If I tell him the truth he will leave me for sure. Of course I completely deserve it for deceiving him. I know I need to tell him but I am terrified of the outcome. What do I do?


----------



## PBear (Nov 16, 2010)

Why did you continue to lie to him? Didn't you learn your lesson the first time?

C
_Posted via Mobile Device_


----------



## Coffee Amore (Dec 15, 2011)

Why did you hide the financial problems from him in the first place? You're both in business together, right? Or is this just for your own business?

I'm sorry, but I don't see how you can keep it a secret for long. When you fill out the paperwork for a new home, it's going to come out because a credit check will be done. Better to confess now and deal with it. 

You can pay off the cards. Not by next year maybe, but you can. People with bigger debts pay it off. You need to go to credit counseling, work up a plan to pay off the debt in a way that's doable for your family.


----------



## ReidWright (May 15, 2014)

he should be saying "fool me once, shame on you, fool me twice, shame on me". Why, oh, why isn't he checking the finances too?

how can someone just 'think the credit cards have been paid off'...doesn't he understand they send that info every month? and it's on online? and bank balances too.

what income is coming now? any expenses you can do without? can your business take on more work in the short term (like working overtime at any other company)?


----------



## PBear (Nov 16, 2010)

Btw, the reason I asked my questions is because you need to tell him ASAP, and you need to have some answers ready when you do. "I don't know" will NOT get you the results you're hoping for.

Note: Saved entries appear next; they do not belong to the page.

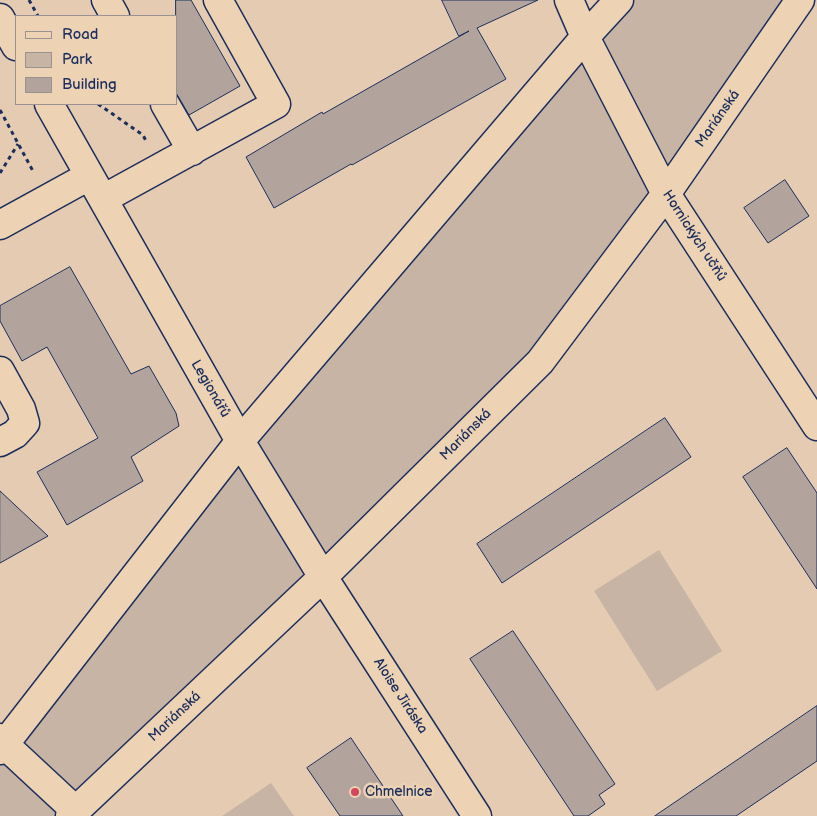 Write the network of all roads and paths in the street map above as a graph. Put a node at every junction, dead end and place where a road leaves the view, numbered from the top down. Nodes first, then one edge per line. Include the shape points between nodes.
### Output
1 (29, 0) edge
2 (106, 0) edge
3 (218, 0) edge
4 (569, 0) edge
5 (619, 0) edge
6 (800, 0) edge
7 (37, 15) edge
8 (114, 15) edge
9 (0, 18) edge
10 (586, 37) junction
11 (15, 44) edge
12 (50, 105) edge
13 (99, 105) edge
14 (166, 105) edge
15 (0, 110) edge
16 (18, 144) junction
17 (192, 151) junction
18 (162, 166) junction
19 (0, 173) edge
20 (89, 176) junction
21 (666, 194) junction
22 (48, 199) junction
23 (103, 199) junction
24 (0, 225) edge
25 (0, 370) edge
26 (817, 426) edge
27 (240, 441) junction
28 (0, 442) edge
29 (323, 577) junction
30 (1, 744) edge
31 (72, 813) edge
32 (478, 816) edge

1 - 7 path
2 - 8 street
3 - 17 street via 276,104
4 - 10 street, Hornických učňů
5 - 10 street
6 - 21 street, Mariánská
9 - 11 street
10 - 21 street, Hornických učňů
10 - 27 street
12 - 20 street, Legionářů
13 - 18 path via 143,135
14 - 17 street
15 - 16 path
16 - 19 path
16 - 22 path
17 - 18 street
18 - 23 street
20 - 22 street
20 - 23 street, Legionářů
21 - 26 street, Hornických učňů
21 - 29 street, Mariánská via 540,362
22 - 24 street
23 - 27 street, Legionářů
25 - 28 street via 25,423 15,434
27 - 29 street, Legionářů
27 - 30 street
29 - 31 street, Mariánská
29 - 32 street, Aloise Jiráska
30 - 31 street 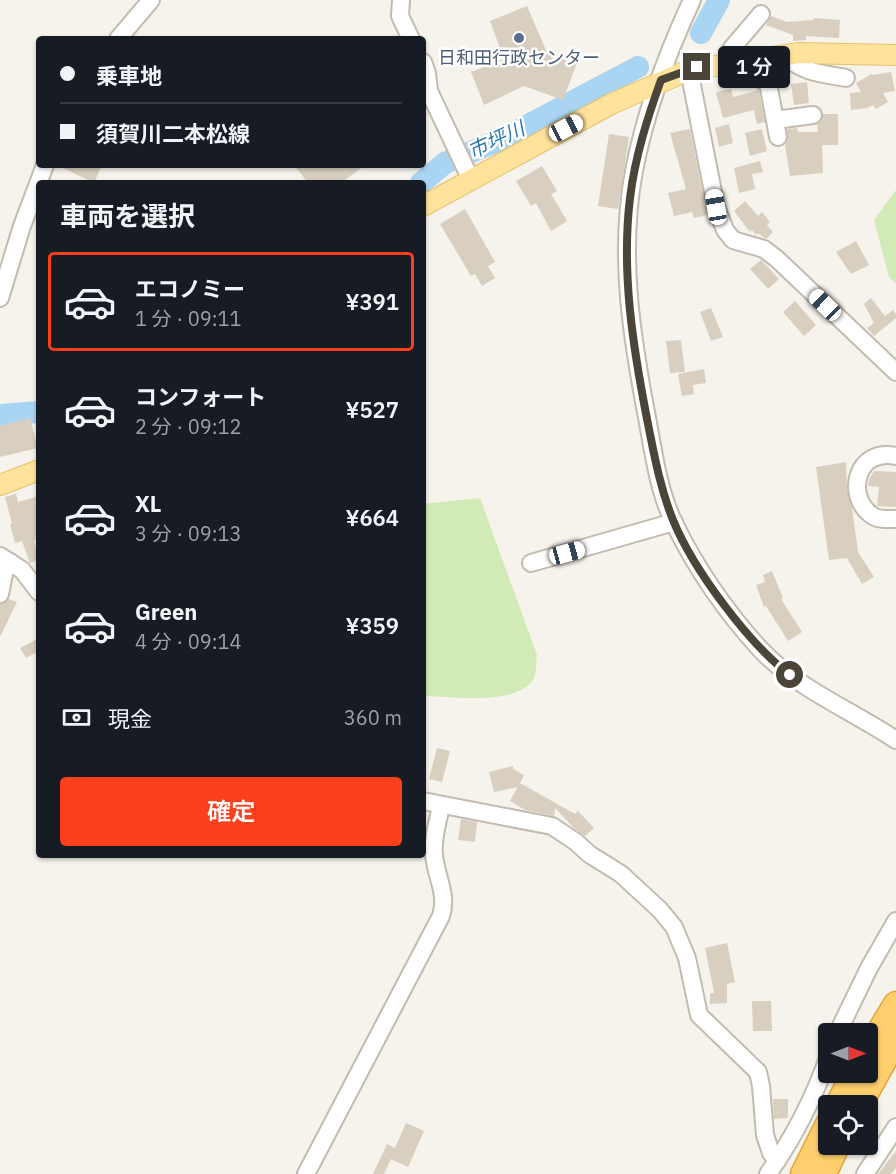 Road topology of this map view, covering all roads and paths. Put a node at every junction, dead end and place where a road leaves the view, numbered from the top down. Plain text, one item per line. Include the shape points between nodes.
1 (151, 0) edge
2 (401, 0) edge
3 (692, 0) edge
4 (761, 14) dead end
5 (121, 36) edge
6 (410, 36) edge
7 (786, 54) junction
8 (896, 55) edge
9 (732, 62) junction
10 (426, 70) edge
11 (689, 70) junction
12 (846, 78) dead end
13 (661, 80) junction
14 (813, 115) dead end
15 (775, 120) junction
16 (778, 137) dead end
17 (471, 180) junction
18 (36, 189) edge
19 (426, 204) edge
20 (0, 298) edge
21 (896, 372) edge
22 (896, 456) edge
23 (36, 471) edge
24 (0, 485) edge
25 (896, 519) edge
26 (674, 522) junction
27 (5, 559) edge
28 (531, 563) dead end
29 (36, 588) edge
30 (0, 594) edge
31 (896, 740) edge
32 (426, 802) edge
33 (441, 807) junction
34 (896, 921) edge
35 (896, 1004) edge
36 (842, 1023) edge
37 (878, 1034) edge
38 (896, 1039) edge
39 (818, 1082) edge
40 (865, 1095) edge
41 (896, 1127) edge
42 (818, 1144) edge
43 (833, 1155) edge
44 (773, 1168) edge
45 (306, 1174) edge
46 (803, 1174) edge
47 (824, 1174) edge
48 (865, 1174) edge

1 - 5 street
2 - 6 street via 400,16
3 - 13 street
4 - 9 street via 732,48
7 - 8 main road
7 - 9 main road
7 - 12 street via 793,64 819,74
9 - 11 main road
9 - 15 street via 768,83
10 - 17 street via 429,91
11 - 13 main road
11 - 21 street via 716,207 725,230 733,240 764,249 777,259
13 - 17 main road
13 - 26 street via 642,131 634,172 628,233 628,298 657,473
14 - 15 street
15 - 16 street
17 - 19 main road
18 - 20 street
22 - 25 street via 881,454 866,462 858,484 861,501 870,514
23 - 24 main road
26 - 28 street
26 - 31 street via 715,590 761,650 800,683
27 - 29 street via 21,570
27 - 30 street
32 - 33 street
33 - 44 street via 552,826 621,874 660,909 674,927 687,958 699,1015 758,1072
33 - 45 street via 433,849 443,895 441,916
34 - 36 street
35 - 37 highway
38 - 40 highway
39 - 44 street via 803,1119
41 - 48 street
42 - 46 highway
43 - 47 highway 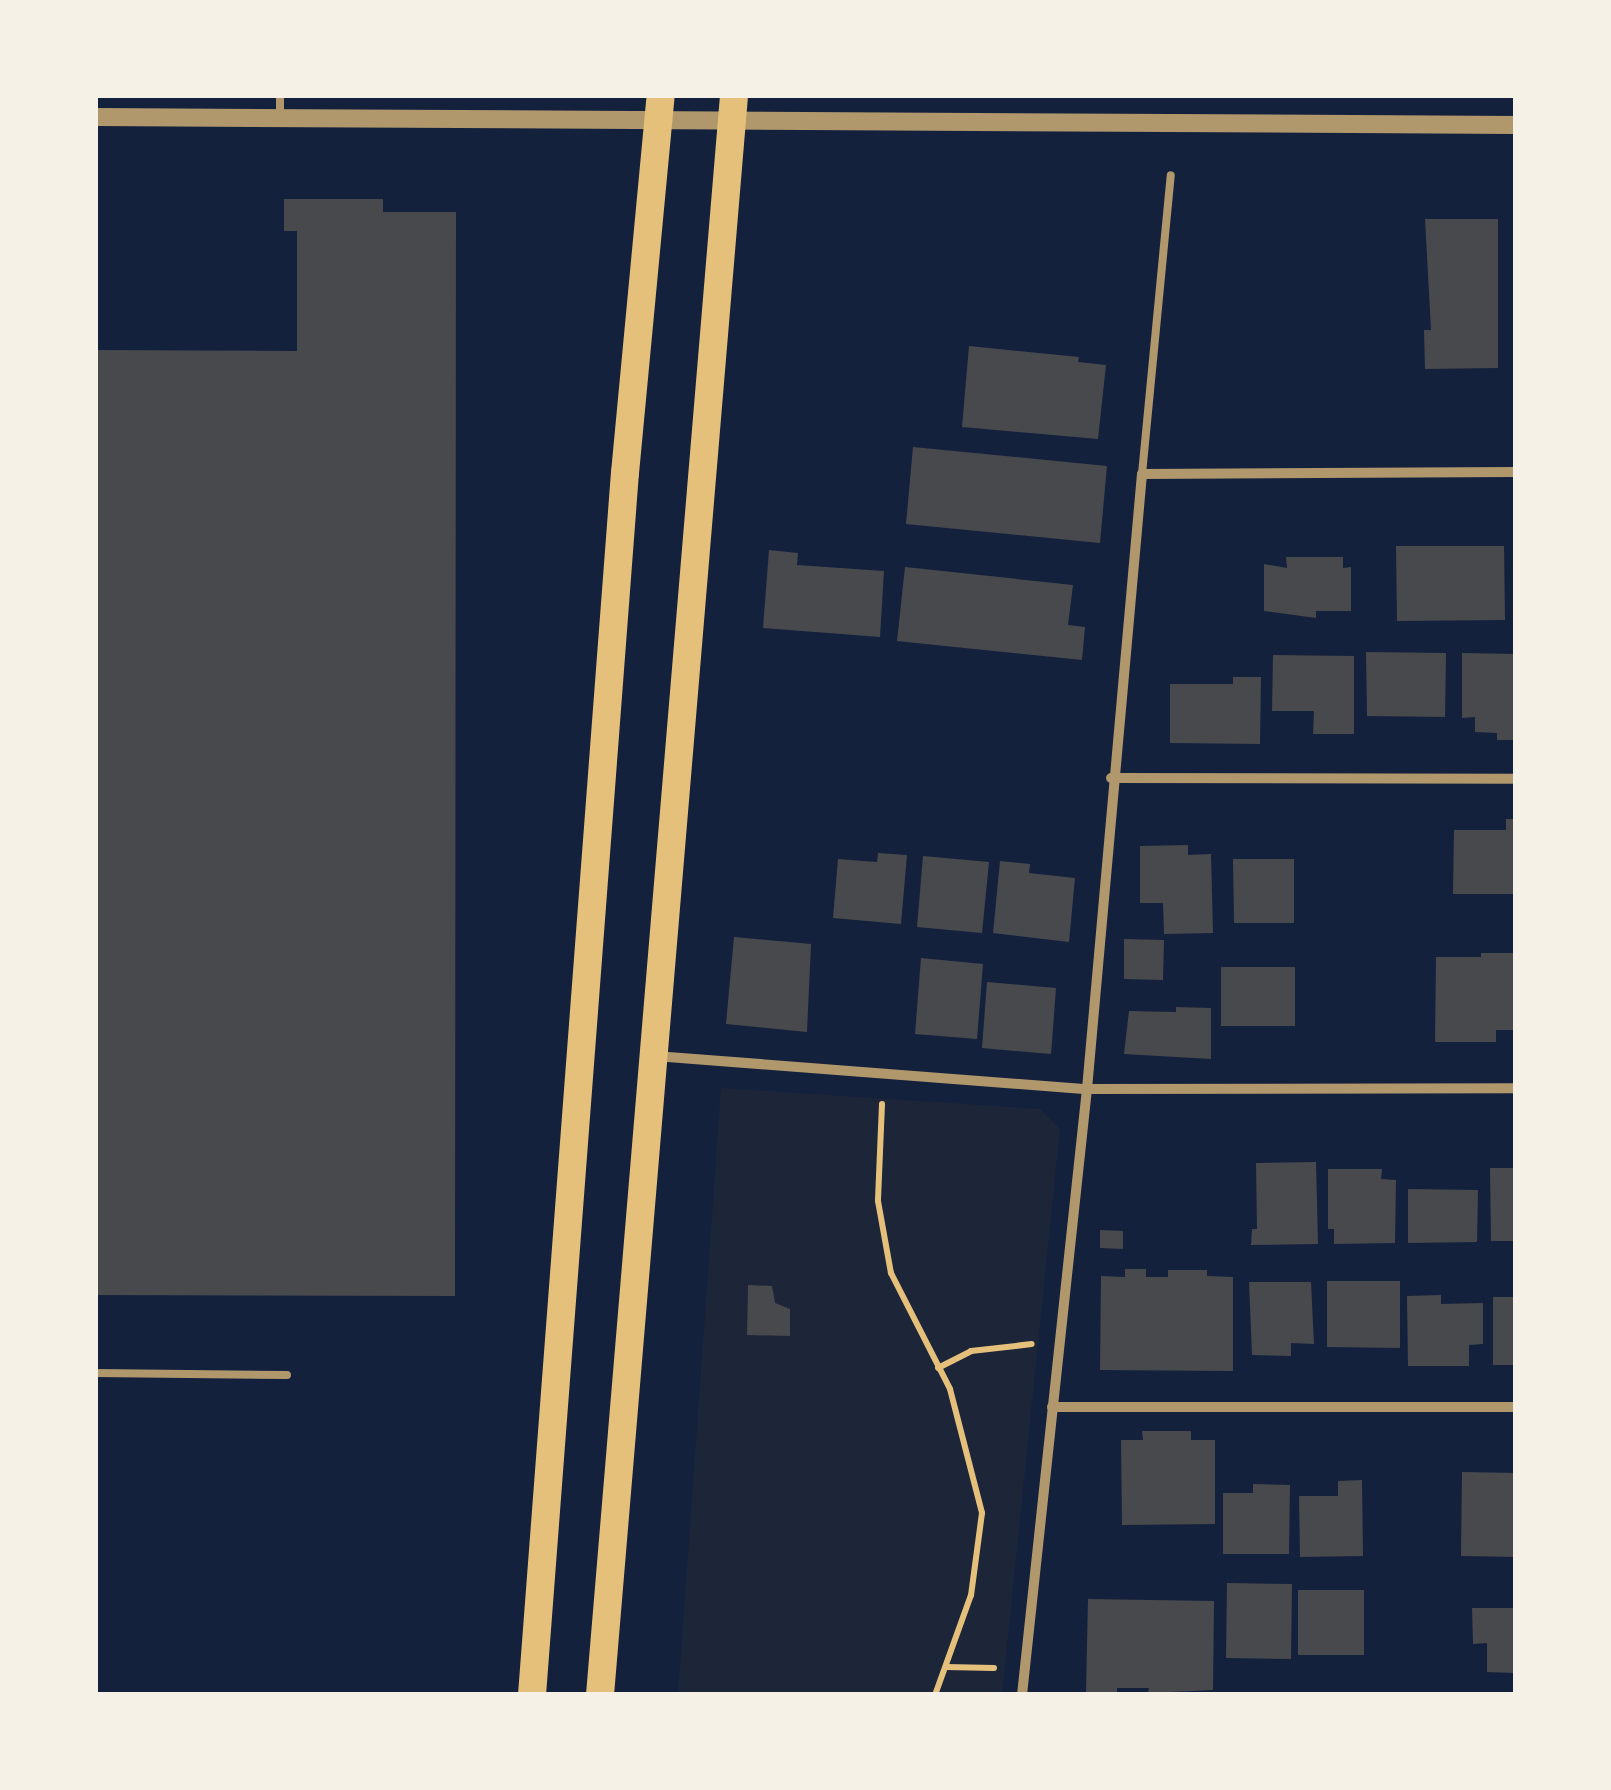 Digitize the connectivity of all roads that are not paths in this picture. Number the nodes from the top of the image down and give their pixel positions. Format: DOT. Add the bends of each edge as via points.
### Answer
graph roads {
  1 [pos="280,95"];
  2 [pos="660,108"];
  3 [pos="732,109"];
  4 [pos="95,117"];
  5 [pos="280,118"];
  6 [pos="1516,125"];
  7 [pos="1171,175"];
  8 [pos="1516,472"];
  9 [pos="1142,474"];
  10 [pos="1112,778"];
  11 [pos="1516,779"];
  12 [pos="654,1056"];
  13 [pos="1087,1088"];
  14 [pos="1516,1088"];
  15 [pos="95,1373"];
  16 [pos="286,1375"];
  17 [pos="1052,1407"];
  18 [pos="1516,1408"];
  19 [pos="532,1695"];
  20 [pos="600,1695"];
  21 [pos="1022,1695"];
  1 -- 5 [label="lane"];
  2 -- 3 [label="street"];
  2 -- 5 [label="street"];
  2 -- 19 [label="highway"];
  3 -- 6 [label="street"];
  3 -- 12 [label="highway"];
  4 -- 5 [label="street"];
  7 -- 9 [label="lane"];
  8 -- 9 [label="street"];
  9 -- 10 [label="street"];
  10 -- 11 [label="street"];
  10 -- 13 [label="street"];
  12 -- 13 [label="street"];
  12 -- 20 [label="highway"];
  13 -- 14 [label="street"];
  13 -- 17 [label="street"];
  15 -- 16 [label="lane"];
  17 -- 18 [label="street"];
  17 -- 21 [label="street"];
}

But why wasn't he more involved with the finances after the first issue?

C


----------



## Evinrude58 (Jun 16, 2014)

Money is a small thing for me to forgive, but that is a lot of debt! I think it may boil down to how much money you guys make, and if you are truly repentant and willing to give up your spending freedom to him since you obviously have a problem. He has one too, not being smart with you since you've already shown you have a problem. I wish you luck


----------



## manticore (Sep 3, 2013)

but how the debt keep incrementing without his kownlage, are you addict to somethig? gambling, drugs, shopping?, what ius happening that the numbers are 60k off without his kowlage that jus don't happen if it is by covering basic needs


----------



## Thundarr (Jul 4, 2012)

It will get worse the longer you let this go on. Some would and others wouldn't but that's out of your control.


----------



## 2xloser (May 8, 2011)

Thundarr said:


> It will get worse the longer you let this go on.


THIS. If he's not going to forgive it today, he's REALLy not going to forgive it tomorrow... best you can do is tell him now before he finds out otherwise (even though he shoukd be on top of it and know everythung from the first go-round).

Offer up as suggested to stop ALL your own soending, havehim totallycontrol the miney, incur the debt onto yourself personally to work it off, whatever it takes to make the attempt. Treat it like infidelity, full transparency, give him anything he wants, no matter how hard... but expect the worst.


----------



## ScrambledEggs (Jan 14, 2014)

camayga said:


> I have been married for 20 years. We had a great marriage until the economy crashed. We went into biz for ourselves because we couldn't find jobs. I hid from him how bad off we were doing financially for several years. By the time I came clean, we were $30k in debt with credit cards. He didn't speak to me for 3 days and discussed the idea of divorcing me with his Mother but she talked him out of it.
> 
> Fast forward 2 more years and I have made it much worse. He thinks the credit cards have been paid off; they haven't. On top of that, we sold our house and he thinks we have $60k in the bank and we only have $30k. There is no way I will ever be able to pay off the cards and double what is in our account by the time he wants to buy another house next year.
> 
> If I tell him the truth he will leave me for sure. Of course I completely deserve it for deceiving him. I know I need to tell him but I am terrified of the outcome. What do I do?



You should not be managing your families finances. I don't mean that to be mean.

Keeping $30k in cash while you have $30k in CC debt is costing you about $6000 a year for absolutely no reason. If you pay off the CC with cash, you can recover that $30 through savings in five years. You should keep an emergency fund, but your zero balance CC could cover until you get your savings back up. 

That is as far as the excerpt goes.